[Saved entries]
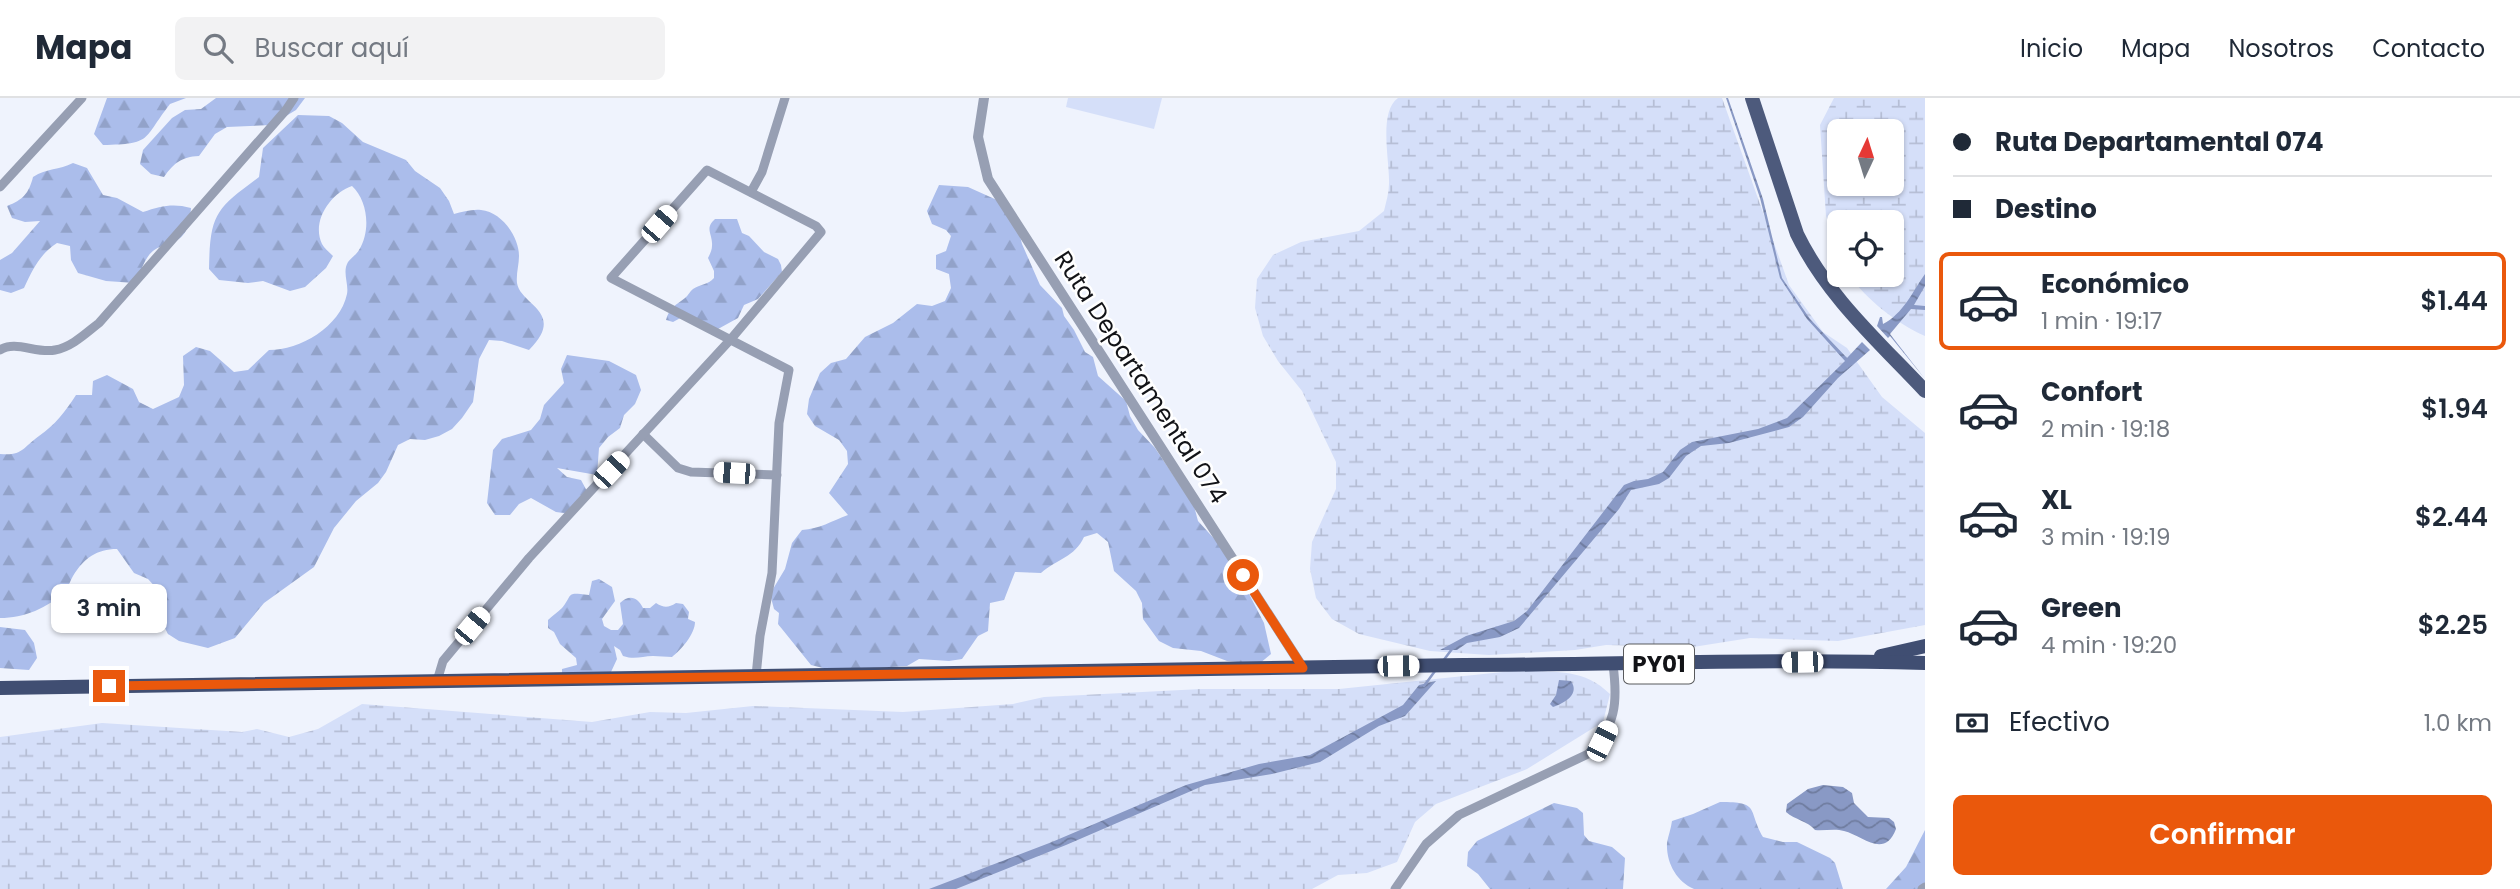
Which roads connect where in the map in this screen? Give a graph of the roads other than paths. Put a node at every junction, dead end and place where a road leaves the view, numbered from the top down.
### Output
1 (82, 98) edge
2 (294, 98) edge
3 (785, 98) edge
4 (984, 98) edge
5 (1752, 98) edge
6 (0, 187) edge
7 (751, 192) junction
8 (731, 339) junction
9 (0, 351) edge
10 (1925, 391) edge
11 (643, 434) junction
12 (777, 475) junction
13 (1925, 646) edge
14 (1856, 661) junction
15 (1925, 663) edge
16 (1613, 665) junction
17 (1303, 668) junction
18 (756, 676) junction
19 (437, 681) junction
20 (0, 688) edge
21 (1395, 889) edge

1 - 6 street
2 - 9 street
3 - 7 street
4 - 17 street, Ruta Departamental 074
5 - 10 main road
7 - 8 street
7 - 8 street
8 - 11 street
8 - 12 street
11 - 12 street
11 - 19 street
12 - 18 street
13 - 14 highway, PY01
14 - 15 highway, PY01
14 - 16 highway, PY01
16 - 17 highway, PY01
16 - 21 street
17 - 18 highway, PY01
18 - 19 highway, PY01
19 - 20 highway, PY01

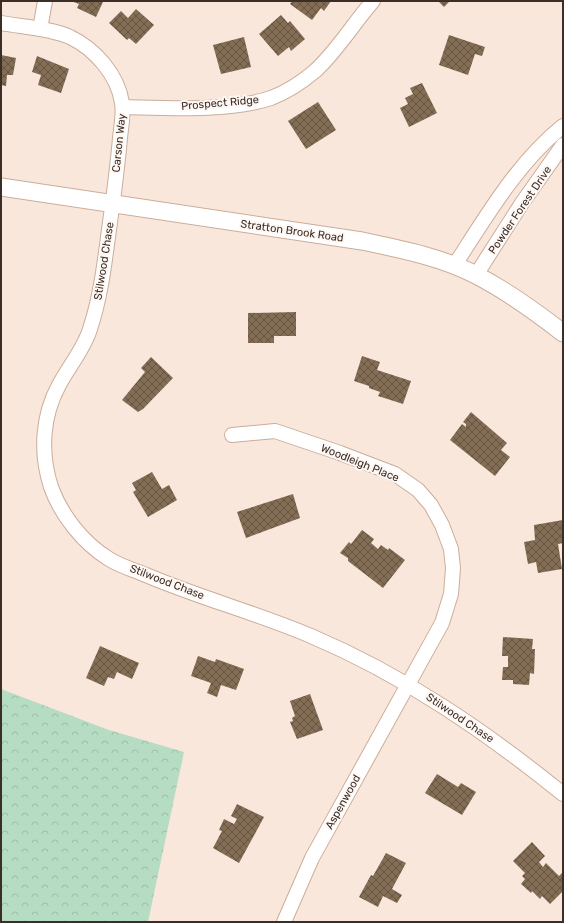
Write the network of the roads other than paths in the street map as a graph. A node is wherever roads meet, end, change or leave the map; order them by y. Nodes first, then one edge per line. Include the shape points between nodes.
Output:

• **Required action**
Output all of the data exactly. Skip the pictures.

• **Solution**
Which roads connect where in the map in this screen? Give a graph of the roads other than paths. Put a node at every junction, dead end and place where a road leaves the view, numbered from the top down.
### Output
1 (82, 98) edge
2 (294, 98) edge
3 (785, 98) edge
4 (984, 98) edge
5 (1752, 98) edge
6 (0, 187) edge
7 (751, 192) junction
8 (731, 339) junction
9 (0, 351) edge
10 (1925, 391) edge
11 (643, 434) junction
12 (777, 475) junction
13 (1925, 646) edge
14 (1856, 661) junction
15 (1925, 663) edge
16 (1613, 665) junction
17 (1303, 668) junction
18 (756, 676) junction
19 (437, 681) junction
20 (0, 688) edge
21 (1395, 889) edge

1 - 6 street
2 - 9 street
3 - 7 street
4 - 17 street, Ruta Departamental 074
5 - 10 main road
7 - 8 street
7 - 8 street
8 - 11 street
8 - 12 street
11 - 12 street
11 - 19 street
12 - 18 street
13 - 14 highway, PY01
14 - 15 highway, PY01
14 - 16 highway, PY01
16 - 17 highway, PY01
16 - 21 street
17 - 18 highway, PY01
18 - 19 highway, PY01
19 - 20 highway, PY01

Write the network of the roads other than paths in the street map as a graph. A node is wherever roads meet, end, change or leave the map; order them by y. Nodes first, then one edge per line. Include the shape points between nodes.
Output:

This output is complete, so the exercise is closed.